Complainant is a well-known actor and spokesperson who has achieved substantial success. She has received considerable press attention for her activities in the acting community and the fashion world. The name and trademark NICOLE RICHIE has become associated exclusively with Complainant and her entertainment and fashion services and is understood by consumers to refer to and designate Complainant and these services.
On October 20, 2011, Complainant announced a new line of fragrance products to be sold under the trademark NICOLE RICHIE, which was to be launched in September 2012. Therefore, on October 13, 2011, Complainant’s wholly-owned company, Nicole Richie, Inc., filed an intent-to-use trademark application with the United States Patent & Trademark Office, Serial Number 85/446,642, for NICOLE RICHIE in International Class 3 for fragrances, perfumes, eau deparfum, and various other cosmetic products.
Complainant owns and maintains the website “www.nicolerichie.com”, which features her fashion activities and prominently displays her NICOLE RICHIE trademark at the top of the home page and all other pages of the website.
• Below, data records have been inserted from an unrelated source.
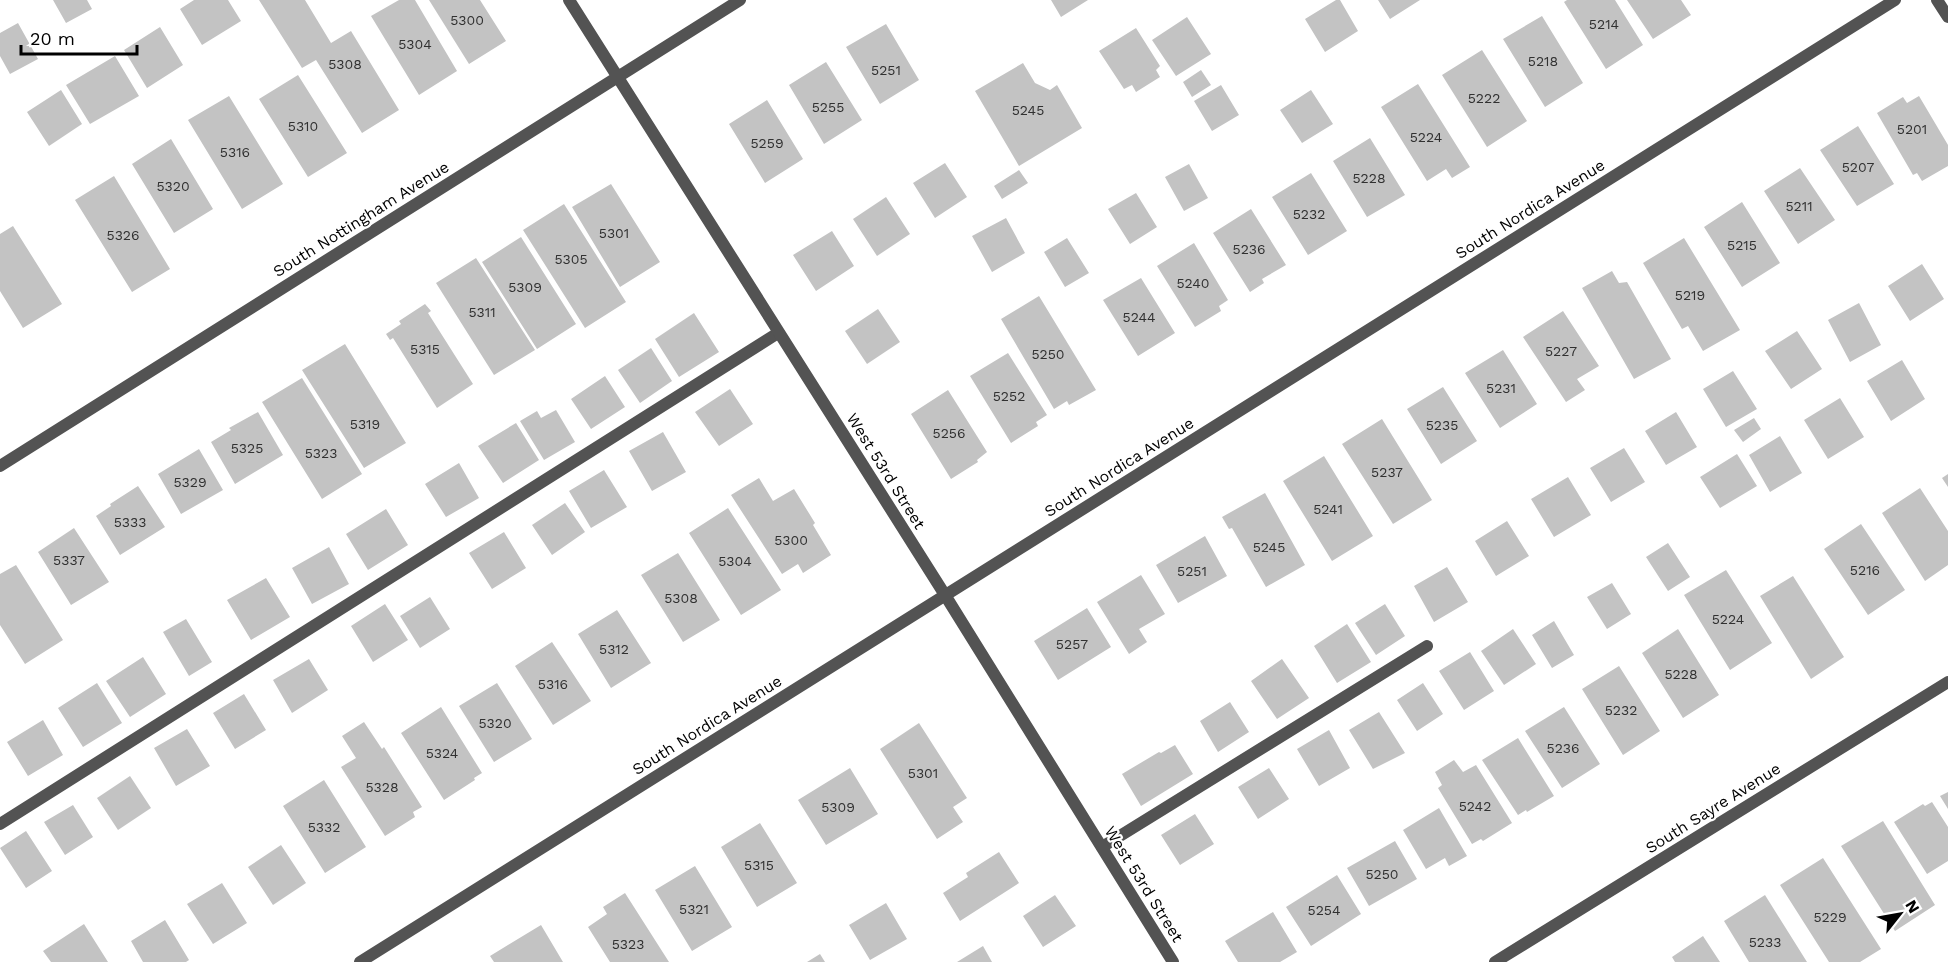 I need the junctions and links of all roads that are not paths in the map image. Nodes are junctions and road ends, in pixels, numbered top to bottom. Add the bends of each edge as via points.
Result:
1 (569, 0) edge
2 (740, 0) edge
3 (1895, 0) edge
4 (1937, 0) edge
5 (1948, 18) edge
6 (617, 77) junction
7 (778, 333) junction
8 (0, 466) edge
9 (945, 595) junction
10 (1427, 646) dead end
11 (1948, 682) edge
12 (0, 824) edge
13 (1102, 847) junction
14 (360, 962) edge
15 (1173, 962) edge
16 (1496, 962) edge

1 - 6 street, West 53rd Street
2 - 6 street, South Nottingham Avenue
3 - 9 street, South Nordica Avenue
4 - 5 street
6 - 7 street, West 53rd Street
6 - 8 street, South Nottingham Avenue
7 - 9 street, West 53rd Street
7 - 12 street
9 - 13 street, West 53rd Street
9 - 14 street, South Nordica Avenue
10 - 13 street
11 - 16 street, South Sayre Avenue
13 - 15 street, West 53rd Street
That website went live on June 2, 2011. As of February 29, 2012, it had attracted a total of approximately 2,132,330 visits. Prior to using that website, Complainant maintained a similar
website at “www.nicolerichie.celebuzz.com”. That website went live in March 2009 and now re-directs to “www.nicolerichie.com”.
Respondent is a serial cybersquatter who has registered dozens of domain names that infringe the rights of other celebrities and well-known fashion brands. These domain names consist of a celebrity’s name or a well-known fashion brand, followed by the singular or plural of the word “perfume”, “fragrance” or “cologne”, followed by .com, .net, .or .org. These celebrities and fashion brands include Beyonce Knowles (2 domain names), Bobbi Brown (3 domain names), Bruce Willis (3 domain names), Dolce &Gabbana (1 domain name), Halle Berry (3 domain names), Hannah Montana (3 domain names), Hillary Clinton (3 domain names), Jay-Z (6 domain names), Jennifer Aniston (2 domain names), Jesse McCartney (1 domain name), Justin Bieber (4 domain names), Kanye West (3 domain names), Kim Kardashian (1 domain name), Kylie Minogue (1 domain name), Lindsay Lohan (2 domain names), Miley Cyrus (1 domain name), Queen Latifah (2 domain names), Rihanna (3 domain names), Shakira (11 domain names), Usher (1 domain
name), Vera Wang (1 domain name), and Versace (1 domain name).
5. Parties’ Contentions
Complainant has acquired common law rights and goodwill in the name and trademark NICOLE RICHIE. Complainant has met her burden of proving that the Disputed Domain Names are identical or confusingly similar to Complainant’s name and trademark, that Respondent has no rights or legitimate interests in the Disputed Domain Names, and that the Disputed Domain Names were registered and are being used in bad faith.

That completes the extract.